Thursday, July 28, 2005

Once Bitten, Twice Shy

Consider the following a public service announcement:

When I recently saw one of my colleagues limping around, I just assumed he had sprained an ankle. He wishes. In fact, he is recovering from a spider bite. The other night, he saw what he thought was just one of those house spiders, the kind you inevitably get during the summer months. (This reminds me of my mother's catchphrase: Well, it's the summer, which went for anything: "Mom, wasps flew into the house!" Well, it's the summer. "There's a snake in the pool!" Well, it's the summer. "Street gangs are wilding through Central Park!" Well, it's the summer.)

Oh, right, back to the spider. My colleague thought nothing of it as it quickly crawled away. The next morning he awoke to find an abrasion on his leg. Over time it worsened until there appeared a giant red swelling with a black center. Eventually he goes to the hospital and learns he was bitten by a poisonous (though usually nonlethal) spider known as a brown recluse. These guys can be nasty. According to the website eMedicine, bites from a brown recluse "can cause significant cutaneous injury with tissue loss and necrosis. Less frequently, more severe reactions develop, including systemic hemolysis, coagulopathy, renal failure, and, rarely, death." If you're like me, you pretty much stopped reading after the word necrosis.

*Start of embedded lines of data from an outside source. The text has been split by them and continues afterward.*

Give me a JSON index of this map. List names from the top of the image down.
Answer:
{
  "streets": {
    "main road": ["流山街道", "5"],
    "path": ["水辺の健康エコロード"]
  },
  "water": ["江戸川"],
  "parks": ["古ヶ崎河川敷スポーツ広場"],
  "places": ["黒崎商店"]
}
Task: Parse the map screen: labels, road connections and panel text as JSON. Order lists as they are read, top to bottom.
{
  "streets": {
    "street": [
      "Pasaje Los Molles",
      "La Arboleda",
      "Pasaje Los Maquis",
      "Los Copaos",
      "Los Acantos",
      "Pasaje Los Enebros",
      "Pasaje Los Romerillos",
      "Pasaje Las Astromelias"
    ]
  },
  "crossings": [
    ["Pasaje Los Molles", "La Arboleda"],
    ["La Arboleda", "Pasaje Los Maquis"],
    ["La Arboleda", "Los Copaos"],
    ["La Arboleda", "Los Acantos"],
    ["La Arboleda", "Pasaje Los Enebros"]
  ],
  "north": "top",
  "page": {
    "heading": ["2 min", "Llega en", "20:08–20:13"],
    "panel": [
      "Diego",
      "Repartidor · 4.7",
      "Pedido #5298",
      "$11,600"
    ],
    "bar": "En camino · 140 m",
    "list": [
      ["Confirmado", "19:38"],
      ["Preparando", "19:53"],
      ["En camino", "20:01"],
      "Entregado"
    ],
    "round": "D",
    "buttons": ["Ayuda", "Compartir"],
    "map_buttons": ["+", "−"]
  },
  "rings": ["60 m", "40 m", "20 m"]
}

"Females lay eggs in flattened egg sacs that are frequently attached to the underside of objects," reports "Up to 40 spiderlings may hatch from a single egg sac. A single female may produce up to five egg sacs in a summer." I mention this because my coworker has yet to find the spider, which prefers dark places. A female brown recluse can live up to four years.

As my mother would say...


Anonymous said...


It should be noted that brown recluse bites are incredibly rare.

Anonymous said...

The week before I moved to Phoenix (about 14 years ago), I read an article in the Wall Street Journal about how 1/4 of all black widow spider bites were in the Phoenix area.

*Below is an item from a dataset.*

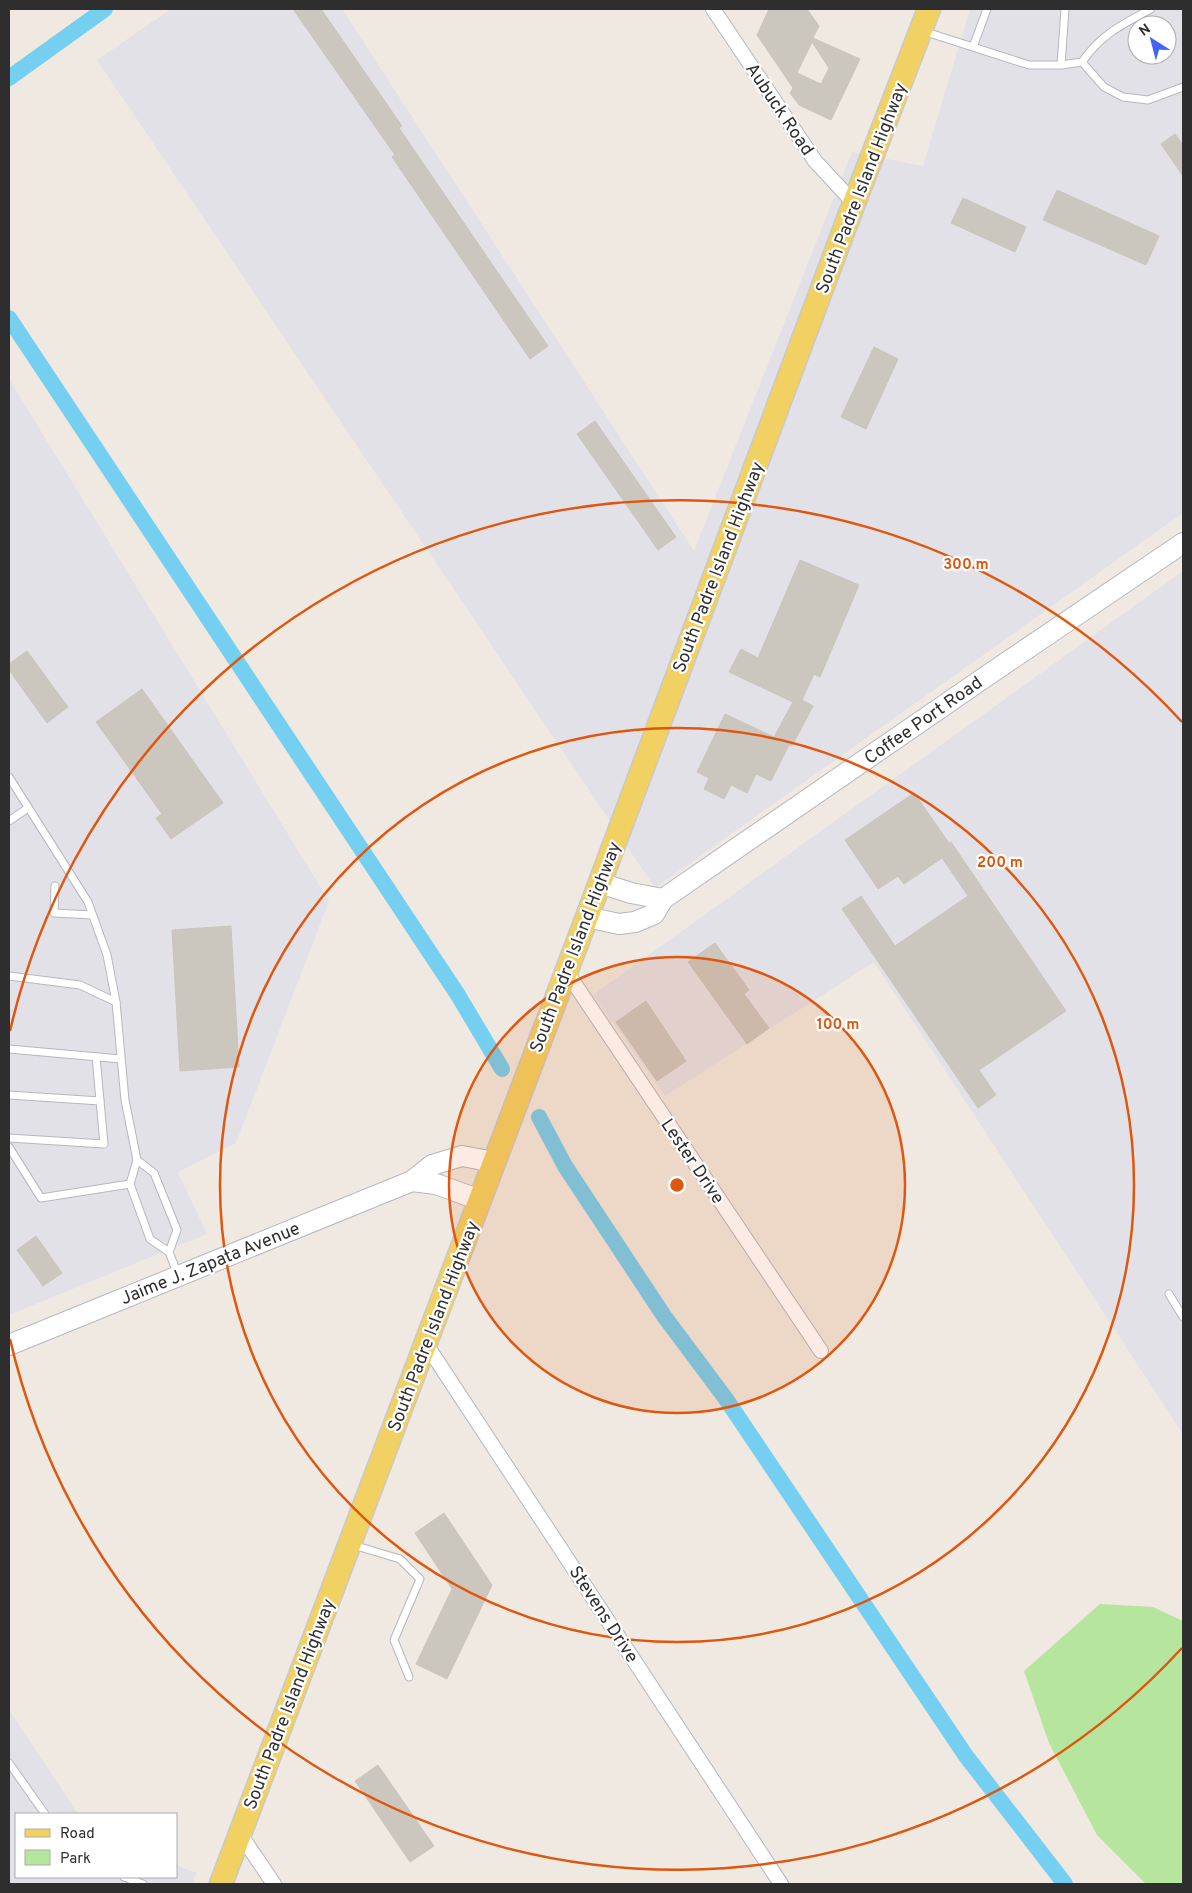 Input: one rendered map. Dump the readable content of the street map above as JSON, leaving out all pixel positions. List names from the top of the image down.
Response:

When I got out here, I started being very careful about placing my hands and fingers in corners and underneath things when I was outside or in the garage. I have only seen a few but they are there

I occasionly see brown spiders in the house, probably coming in after the crickets. I don't know if they are recluse or just wolf spiders but I don't take chances- they meet either the shoe or if they scamper off I rain chemical death from above

Between the killer bees, black widows, and fire ants Phoenix is just full of warm and cuddly creatures. I won't even go into the article in the paper today about the newcomers to Scottsdale who freak and call the fire department when they see a rattler by the house - rookies

That Dude said...

I dont mean to sound like CLiff Claven...but erra Sammy....the thing behind brown recluses (and its more popular Amereican cousing the black recluse) is that they are native to australia and only got to America by getting on big ass AF transport planes. We now have a bunch of brown recs in the SC area. Yes the Brown bite is rare, but only because there arent many of them.

Anonymous said...

My father has the dubious distinction of being the only person I know of to be bitten by a Copperhead snake (on the finger, swelling and discomfort), a Backwidow spider (deliriums and hospitalization), and a Brown recluse. (ulceration of the leg and considerable skin loss) We kids thought it was pretty funny--just one of the joys of living in Arkansas.

T. Beth said...

Another horrifying fact about these secretive spiders is that they like to hide in clothing and bedding, and many people are bitten in bed or when they are putting on clothes in the morning.

Anonymous said...

While living in Kearny, NJ, just outside Newark, I was bitten by a spider on my eyelid and twice on my nose while I slept. I noticed a small swelling the next morning, didn't think anything of it, but by evening my eyelid was swollen and my forehead was starting to swell. I went to the hospital, and they told me if I had waited much longer the poison could have gotten into my brain and... you get the idea. I wasn't hospitalized, but had a bunch of pills to take. This spider poison also caused necrosis, and I have a shallow, nickel-sized dent in my eyelid from it. The doctors couldn't tell me what did it, because I didn't see the spider, but I tracked down the guy in NJ who handles vector-spread illness (bees, mosquitoes, spiders, whatever bites and stings) and he said his best guess was a yellow sac spider, which is common in NJ.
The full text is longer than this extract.